**Task directions:** Only the lines from the first line of the data through the line containing "position:absolute; right:24px; top:24px;" belong in the answer, transcribed exactly; pictures do not.

Collected data entries
══════

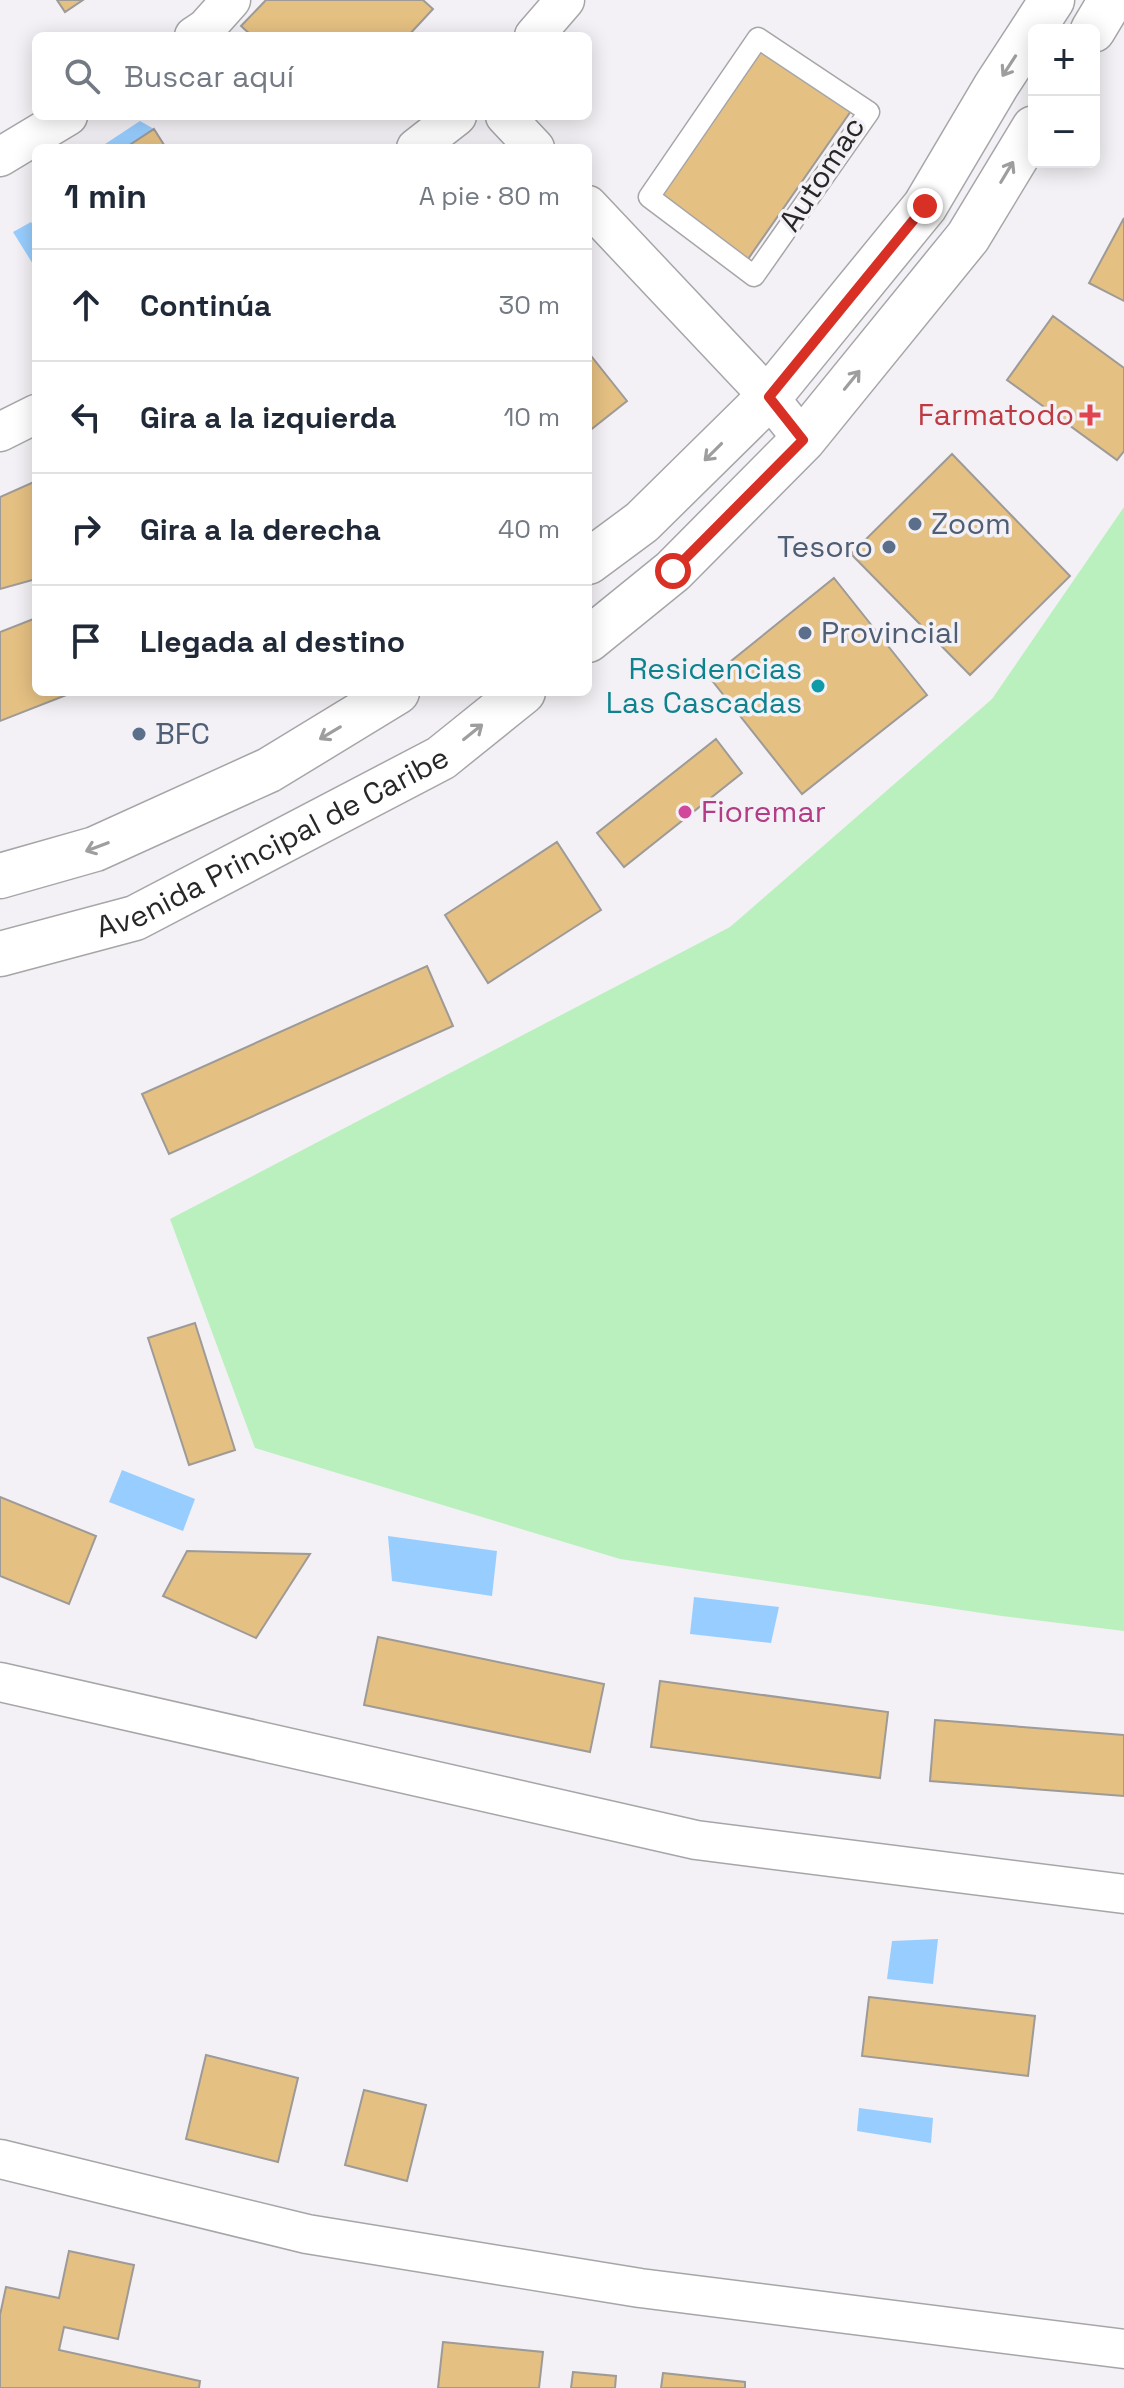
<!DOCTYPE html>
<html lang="es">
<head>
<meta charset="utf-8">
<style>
	:root { --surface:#fff; --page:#f6f6f7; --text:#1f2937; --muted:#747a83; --line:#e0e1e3 }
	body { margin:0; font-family:"Space Grotesk",sans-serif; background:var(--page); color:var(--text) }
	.controls { position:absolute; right:24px; top:24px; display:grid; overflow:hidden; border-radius:12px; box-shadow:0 4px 20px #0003 }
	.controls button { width:72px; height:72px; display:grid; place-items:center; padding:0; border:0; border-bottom:2px solid var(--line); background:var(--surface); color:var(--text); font:40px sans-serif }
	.stop { position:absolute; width:24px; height:24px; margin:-18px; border:6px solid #d93025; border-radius:50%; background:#fff }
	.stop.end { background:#d93025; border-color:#fff; box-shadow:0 2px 8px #0008 }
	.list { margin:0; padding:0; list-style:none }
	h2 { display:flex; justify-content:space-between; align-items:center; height:104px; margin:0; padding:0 32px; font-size:34px }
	h2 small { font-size:26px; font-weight:400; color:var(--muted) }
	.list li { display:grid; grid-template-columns:52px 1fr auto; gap:24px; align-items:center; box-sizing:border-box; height:112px; padding:0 32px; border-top:2px solid var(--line) }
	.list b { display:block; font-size:30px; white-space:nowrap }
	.list em { font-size:26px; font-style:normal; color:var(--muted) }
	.icon { flex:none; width:44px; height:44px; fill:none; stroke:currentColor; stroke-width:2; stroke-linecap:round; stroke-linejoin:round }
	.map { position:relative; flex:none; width:1124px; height:2388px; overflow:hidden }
	.search { position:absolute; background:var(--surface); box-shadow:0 4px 20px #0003; left:32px; top:32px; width:560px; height:88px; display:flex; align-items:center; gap:20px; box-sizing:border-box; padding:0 28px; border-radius:12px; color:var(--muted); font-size:30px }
	.panel { position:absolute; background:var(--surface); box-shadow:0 4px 20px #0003; left:32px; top:144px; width:560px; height:552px; border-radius:12px }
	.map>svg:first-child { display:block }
	.green { fill:#baf0bd }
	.water { fill:#98ceff }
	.building { fill:#e5c083; stroke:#9d9a97; stroke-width:2 }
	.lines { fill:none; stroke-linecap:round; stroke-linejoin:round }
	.lane-casing { stroke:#a6a5a8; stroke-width:23 }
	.street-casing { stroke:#a6a5a8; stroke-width:41 }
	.primary-casing { stroke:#a6a5a8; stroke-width:47 }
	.lane { stroke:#fff; stroke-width:20 }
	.street { stroke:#fff; stroke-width:38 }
	.primary { stroke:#fff; stroke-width:44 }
	.oneway { stroke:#9e9e9e }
	.route { stroke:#d93025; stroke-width:10 }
	.health-dot { fill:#e0444e; stroke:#f3f1f5; stroke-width:3 }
	.service-dot { fill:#5c6f8a; stroke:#f3f1f5; stroke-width:3 }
	.culture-dot { fill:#0f9aa8; stroke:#f3f1f5; stroke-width:3 }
	.hotel-dot { fill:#d1479c; stroke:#f3f1f5; stroke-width:3 }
	.labels { text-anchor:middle; stroke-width:7; stroke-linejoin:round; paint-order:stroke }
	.street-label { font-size:30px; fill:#272728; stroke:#f3f1f5 }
	.health-label { font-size:30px; fill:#be3a42; stroke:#f3f1f5; text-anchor:end }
	.service-label { font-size:30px; fill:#4e5e75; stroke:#f3f1f5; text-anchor:start }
	.culture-label { font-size:30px; fill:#0d838f; stroke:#f3f1f5; text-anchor:end }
	.hotel-label { font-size:30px; fill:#b23c85; stroke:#f3f1f5; text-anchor:start }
</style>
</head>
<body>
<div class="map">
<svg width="1124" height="2388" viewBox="0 0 1124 2388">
	<rect width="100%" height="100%" fill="#f3f1f5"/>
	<!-- green -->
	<path class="green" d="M1124 507V1631L1002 1616 620 1559 255 1448 170 1219 730 927 992 699Z"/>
	<!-- water -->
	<path class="water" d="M140 121 154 129 132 148H99Z
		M31 222 36 229V269L13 232Z
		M122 1470 195 1499 183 1531 109 1502Z
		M388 1536 497 1551 492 1596 392 1581Z
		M694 1597 779 1607 771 1643 690 1634Z
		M938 1939 933 1984 887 1979 892 1941Z
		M859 2108 933 2118 931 2143 857 2131Z"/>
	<!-- building -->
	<path class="building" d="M57 0H83L65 12Z
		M266 0H423L433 9 408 36H252L241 26Z
		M763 49 851 111 746 262 658 200Z
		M154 129 166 148H125Z
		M1124 218V301L1089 283Z
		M1053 316 1124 368V451L1117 460 1007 380Z
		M588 352 627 401 588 432Z
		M952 454 1070 576 970 675 851 554Z
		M36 481V579L0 589V497Z
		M834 578 927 695 802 794 710 678Z
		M36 618V692H74L0 721V632Z
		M716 739 742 773 624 867 597 833Z
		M557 842 601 910 488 983 445 915Z
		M427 966 453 1026 169 1154 142 1094Z
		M195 1323 235 1450 189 1465 148 1338Z
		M0 1497 96 1536 69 1604 0 1576Z
		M187 1551 310 1554 256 1638 163 1596Z
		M378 1637 604 1684 590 1752 364 1705Z
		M660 1681 888 1712 880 1778 651 1747Z
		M935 1720 1124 1735V1796L930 1781Z
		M869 1997 1035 2016 1028 2076 862 2056Z
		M206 2055 298 2078 278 2162 186 2139Z
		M364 2090 426 2105 407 2181 345 2165Z
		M69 2251 134 2265 118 2339 64 2327 59 2350 200 2381 199 2388H0V2315L6 2287 59 2298Z
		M443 2342 543 2352 539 2388H438Z
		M573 2372 616 2376 615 2388H571Z
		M663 2373 745 2382V2388H661Z"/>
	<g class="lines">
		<defs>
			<path id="lane" d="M758 38 869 112 754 276 649 197Z"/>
			<path id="street" d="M194 36 206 28 231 0
				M534 36 565 0
				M505 116 535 148
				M416 148 457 116
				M0 157 68 116
				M588 205 769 397 803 440
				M0 432 36 414
				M0 1682 696 1840 1124 1894
				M0 2159 307 2234 640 2288 1124 2349"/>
			<g id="primary">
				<path d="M1093 30 1111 0"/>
				<path d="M588 562 642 522 769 397 925 206 996 86 1052 0"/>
				<path d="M588 640 673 571 803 440 968 237 1034 128"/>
				<path d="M0 876 95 849 269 770 397 692"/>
				<path id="s1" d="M0 954 135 918 441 758 523 692"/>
			</g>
		</defs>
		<!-- lane casing -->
		<use href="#lane" class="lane-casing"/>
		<!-- street casing -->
		<use href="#street" class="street-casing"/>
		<!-- primary casing -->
		<use href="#primary" class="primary-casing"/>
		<!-- lane -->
		<use href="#lane" class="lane"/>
		<!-- street -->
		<use href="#street" class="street"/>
		<!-- primary -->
		<use href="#primary" class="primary"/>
	</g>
	<!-- one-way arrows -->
	<defs><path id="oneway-shaft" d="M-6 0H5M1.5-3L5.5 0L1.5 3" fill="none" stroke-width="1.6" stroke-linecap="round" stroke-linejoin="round" transform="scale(2)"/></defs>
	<g class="oneway">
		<use href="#oneway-shaft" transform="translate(1009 66) rotate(123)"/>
		<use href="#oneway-shaft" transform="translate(1007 172) rotate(-59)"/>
		<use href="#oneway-shaft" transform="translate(852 380) rotate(-51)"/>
		<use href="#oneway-shaft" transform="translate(713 452) rotate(135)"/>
		<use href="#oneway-shaft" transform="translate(473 732) rotate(-39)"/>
		<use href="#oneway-shaft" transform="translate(330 733) rotate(149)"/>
		<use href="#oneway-shaft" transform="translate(97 847) rotate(159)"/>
	</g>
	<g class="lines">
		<!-- route -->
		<path class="route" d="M673 571 803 440 769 397 925 206"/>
	</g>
	<!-- markers -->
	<path class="health-dot" d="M1086 403h8v8h8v8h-8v8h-8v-8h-8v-8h8z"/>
	<g class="service-dot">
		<circle cx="915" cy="524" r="8"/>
		<circle cx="889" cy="547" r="8"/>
		<circle cx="805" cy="633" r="8"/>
		<circle cx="139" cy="734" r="8"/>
	</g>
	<circle class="culture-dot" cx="818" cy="686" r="8"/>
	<circle class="hotel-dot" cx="685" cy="812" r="8"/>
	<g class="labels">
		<!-- street labels -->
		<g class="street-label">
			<text transform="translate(822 174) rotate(-57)" y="10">Automac</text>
			<text dy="10" stroke="none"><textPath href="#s1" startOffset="296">Avenida Principal de Caribe</textPath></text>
		</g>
		<!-- health labels -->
		<g class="health-label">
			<text x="1074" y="425">Farmatodo</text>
		</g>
		<!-- service labels -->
		<g class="service-label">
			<text x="931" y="534">Zoom</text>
			<text x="873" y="557" text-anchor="end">Tesoro</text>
			<text x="821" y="643">Provincial</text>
			<text x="155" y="744">BFC</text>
		</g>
		<!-- culture labels -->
		<g class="culture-label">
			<text x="802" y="679">Residencias<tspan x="802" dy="34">Las Cascadas</tspan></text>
		</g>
		<!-- hotel labels -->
		<g class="hotel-label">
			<text x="701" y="822">Fioremar</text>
		</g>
	</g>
</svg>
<div class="controls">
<button>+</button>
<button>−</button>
</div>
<div class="stop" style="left:673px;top:571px"></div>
<div class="stop end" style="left:925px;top:206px"></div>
<div class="search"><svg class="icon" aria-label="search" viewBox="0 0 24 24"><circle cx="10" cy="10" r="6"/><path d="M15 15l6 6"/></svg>Buscar aquí</div>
<section class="panel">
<h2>1 min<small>A pie · 80 m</small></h2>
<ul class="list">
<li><svg class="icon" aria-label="ahead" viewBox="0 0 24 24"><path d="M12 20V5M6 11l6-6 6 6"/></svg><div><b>Continúa</b></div><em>30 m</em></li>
<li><svg class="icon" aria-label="left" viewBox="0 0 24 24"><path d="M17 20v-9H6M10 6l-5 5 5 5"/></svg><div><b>Gira a la izquierda</b></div><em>10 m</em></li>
<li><svg class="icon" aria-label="right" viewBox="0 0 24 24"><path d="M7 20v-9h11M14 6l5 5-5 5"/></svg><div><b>Gira a la derecha</b></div><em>40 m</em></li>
<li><svg class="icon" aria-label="arrive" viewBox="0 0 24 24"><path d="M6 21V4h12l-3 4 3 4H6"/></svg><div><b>Llegada al destino</b></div></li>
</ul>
</section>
</div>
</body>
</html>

══════

**Task answer:**
<!DOCTYPE html>
<html lang="es">
<head>
<meta charset="utf-8">
<style>
	:root { --surface:#fff; --page:#f6f6f7; --text:#1f2937; --muted:#747a83; --line:#e0e1e3 }
	body { margin:0; font-family:"Space Grotesk",sans-serif; background:var(--page); color:var(--text) }
	.controls { position:absolute; right:24px; top:24px; display:grid; overflow:hidden; border-radius:12px; box-shadow:0 4px 20px #0003 }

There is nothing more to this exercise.